══ Information provided ══
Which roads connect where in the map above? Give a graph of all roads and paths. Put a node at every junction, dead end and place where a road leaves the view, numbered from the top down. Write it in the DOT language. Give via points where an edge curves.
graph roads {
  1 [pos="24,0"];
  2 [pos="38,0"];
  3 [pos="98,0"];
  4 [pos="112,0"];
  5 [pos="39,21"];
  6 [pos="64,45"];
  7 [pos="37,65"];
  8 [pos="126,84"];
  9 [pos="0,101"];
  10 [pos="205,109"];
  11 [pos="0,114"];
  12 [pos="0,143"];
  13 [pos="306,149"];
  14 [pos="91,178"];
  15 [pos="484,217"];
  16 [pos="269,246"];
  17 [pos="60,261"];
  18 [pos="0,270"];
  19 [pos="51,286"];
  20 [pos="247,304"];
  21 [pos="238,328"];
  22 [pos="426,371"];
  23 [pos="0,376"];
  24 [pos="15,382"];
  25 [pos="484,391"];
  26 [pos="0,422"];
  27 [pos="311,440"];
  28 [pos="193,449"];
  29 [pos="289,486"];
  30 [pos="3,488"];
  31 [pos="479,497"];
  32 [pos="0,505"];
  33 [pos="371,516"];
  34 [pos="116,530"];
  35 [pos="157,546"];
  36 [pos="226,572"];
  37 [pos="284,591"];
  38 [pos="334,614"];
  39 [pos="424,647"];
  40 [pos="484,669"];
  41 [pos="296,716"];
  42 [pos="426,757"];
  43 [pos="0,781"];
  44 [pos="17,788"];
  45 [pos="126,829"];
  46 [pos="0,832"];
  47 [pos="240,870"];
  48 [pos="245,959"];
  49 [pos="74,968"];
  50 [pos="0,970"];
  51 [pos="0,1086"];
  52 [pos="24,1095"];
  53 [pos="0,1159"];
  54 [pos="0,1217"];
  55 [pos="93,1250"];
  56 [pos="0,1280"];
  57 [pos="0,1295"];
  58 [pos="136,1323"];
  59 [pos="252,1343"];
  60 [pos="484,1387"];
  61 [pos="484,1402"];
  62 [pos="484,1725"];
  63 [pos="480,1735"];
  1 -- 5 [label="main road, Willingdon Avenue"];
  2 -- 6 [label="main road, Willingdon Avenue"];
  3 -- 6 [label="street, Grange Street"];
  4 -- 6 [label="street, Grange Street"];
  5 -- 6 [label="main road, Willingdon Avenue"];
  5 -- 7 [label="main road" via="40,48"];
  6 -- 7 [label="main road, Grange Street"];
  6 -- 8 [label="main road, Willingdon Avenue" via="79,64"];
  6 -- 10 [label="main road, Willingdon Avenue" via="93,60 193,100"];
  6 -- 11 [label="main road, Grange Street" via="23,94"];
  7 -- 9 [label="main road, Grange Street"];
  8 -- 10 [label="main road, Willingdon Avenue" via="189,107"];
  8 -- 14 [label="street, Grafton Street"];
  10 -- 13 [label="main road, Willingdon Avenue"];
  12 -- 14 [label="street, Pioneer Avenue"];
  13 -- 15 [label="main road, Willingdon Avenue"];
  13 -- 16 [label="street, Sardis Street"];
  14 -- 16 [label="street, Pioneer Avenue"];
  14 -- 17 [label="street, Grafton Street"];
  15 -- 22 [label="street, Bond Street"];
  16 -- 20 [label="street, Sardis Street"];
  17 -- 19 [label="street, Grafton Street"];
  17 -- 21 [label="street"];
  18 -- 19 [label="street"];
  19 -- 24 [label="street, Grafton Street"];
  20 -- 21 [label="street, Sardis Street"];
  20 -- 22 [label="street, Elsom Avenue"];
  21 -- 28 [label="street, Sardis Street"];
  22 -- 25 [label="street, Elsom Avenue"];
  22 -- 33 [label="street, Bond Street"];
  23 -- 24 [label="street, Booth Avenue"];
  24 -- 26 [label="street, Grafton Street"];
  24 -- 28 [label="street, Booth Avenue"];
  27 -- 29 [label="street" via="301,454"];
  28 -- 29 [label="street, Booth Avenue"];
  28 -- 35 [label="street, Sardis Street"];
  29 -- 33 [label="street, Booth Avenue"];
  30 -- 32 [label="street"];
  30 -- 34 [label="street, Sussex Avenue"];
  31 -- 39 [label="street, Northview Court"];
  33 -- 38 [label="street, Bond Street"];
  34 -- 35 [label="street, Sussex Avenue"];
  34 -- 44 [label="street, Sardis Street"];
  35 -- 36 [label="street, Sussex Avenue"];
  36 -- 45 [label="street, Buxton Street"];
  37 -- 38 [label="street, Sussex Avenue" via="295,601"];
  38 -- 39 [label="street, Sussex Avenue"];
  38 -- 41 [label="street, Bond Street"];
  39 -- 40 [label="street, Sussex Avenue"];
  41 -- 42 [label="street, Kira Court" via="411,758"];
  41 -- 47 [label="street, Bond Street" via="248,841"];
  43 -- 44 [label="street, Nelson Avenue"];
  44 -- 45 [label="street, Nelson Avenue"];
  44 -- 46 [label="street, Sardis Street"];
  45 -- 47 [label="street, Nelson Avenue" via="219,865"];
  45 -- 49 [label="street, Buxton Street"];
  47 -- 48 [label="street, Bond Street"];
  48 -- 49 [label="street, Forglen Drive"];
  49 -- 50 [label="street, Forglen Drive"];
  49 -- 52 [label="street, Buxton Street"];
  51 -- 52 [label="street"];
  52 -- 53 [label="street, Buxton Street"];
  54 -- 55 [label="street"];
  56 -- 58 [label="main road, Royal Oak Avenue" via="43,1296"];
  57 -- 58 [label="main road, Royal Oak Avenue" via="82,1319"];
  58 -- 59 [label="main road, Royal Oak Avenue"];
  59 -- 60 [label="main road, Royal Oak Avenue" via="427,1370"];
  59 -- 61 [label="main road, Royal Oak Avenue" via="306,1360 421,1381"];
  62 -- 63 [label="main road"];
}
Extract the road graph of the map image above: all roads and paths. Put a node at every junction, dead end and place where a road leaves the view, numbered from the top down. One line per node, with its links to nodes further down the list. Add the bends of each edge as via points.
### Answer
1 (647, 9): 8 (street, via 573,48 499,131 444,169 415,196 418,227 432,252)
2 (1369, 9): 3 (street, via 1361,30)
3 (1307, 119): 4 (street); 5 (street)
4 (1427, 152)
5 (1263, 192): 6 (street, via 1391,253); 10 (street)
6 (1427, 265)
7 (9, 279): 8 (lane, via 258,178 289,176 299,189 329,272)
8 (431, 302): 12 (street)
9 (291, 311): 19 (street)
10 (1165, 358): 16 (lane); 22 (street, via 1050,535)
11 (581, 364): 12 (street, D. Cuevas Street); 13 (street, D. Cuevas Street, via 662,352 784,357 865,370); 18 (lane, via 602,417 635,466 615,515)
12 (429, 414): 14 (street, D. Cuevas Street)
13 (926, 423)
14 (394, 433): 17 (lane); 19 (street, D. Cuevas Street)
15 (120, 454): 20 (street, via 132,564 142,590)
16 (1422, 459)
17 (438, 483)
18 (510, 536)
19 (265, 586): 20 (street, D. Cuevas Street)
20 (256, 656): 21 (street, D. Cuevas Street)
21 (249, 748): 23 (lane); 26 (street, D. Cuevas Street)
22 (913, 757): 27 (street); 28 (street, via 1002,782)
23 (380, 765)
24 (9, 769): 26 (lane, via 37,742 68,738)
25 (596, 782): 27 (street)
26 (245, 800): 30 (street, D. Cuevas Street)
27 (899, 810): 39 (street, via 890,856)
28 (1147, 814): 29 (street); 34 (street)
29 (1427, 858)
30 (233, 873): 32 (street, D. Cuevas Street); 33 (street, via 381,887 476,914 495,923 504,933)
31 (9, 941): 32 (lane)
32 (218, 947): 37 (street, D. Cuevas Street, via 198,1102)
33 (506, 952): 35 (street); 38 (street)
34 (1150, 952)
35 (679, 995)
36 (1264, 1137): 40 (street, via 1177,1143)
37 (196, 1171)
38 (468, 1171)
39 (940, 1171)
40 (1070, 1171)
═══
Search the listing above for lines containing "Grange", and copy them.

_Task solution_.
  3 -- 6 [label="street, Grange Street"];
  4 -- 6 [label="street, Grange Street"];
  6 -- 7 [label="main road, Grange Street"];
  6 -- 11 [label="main road, Grange Street" via="23,94"];
  7 -- 9 [label="main road, Grange Street"];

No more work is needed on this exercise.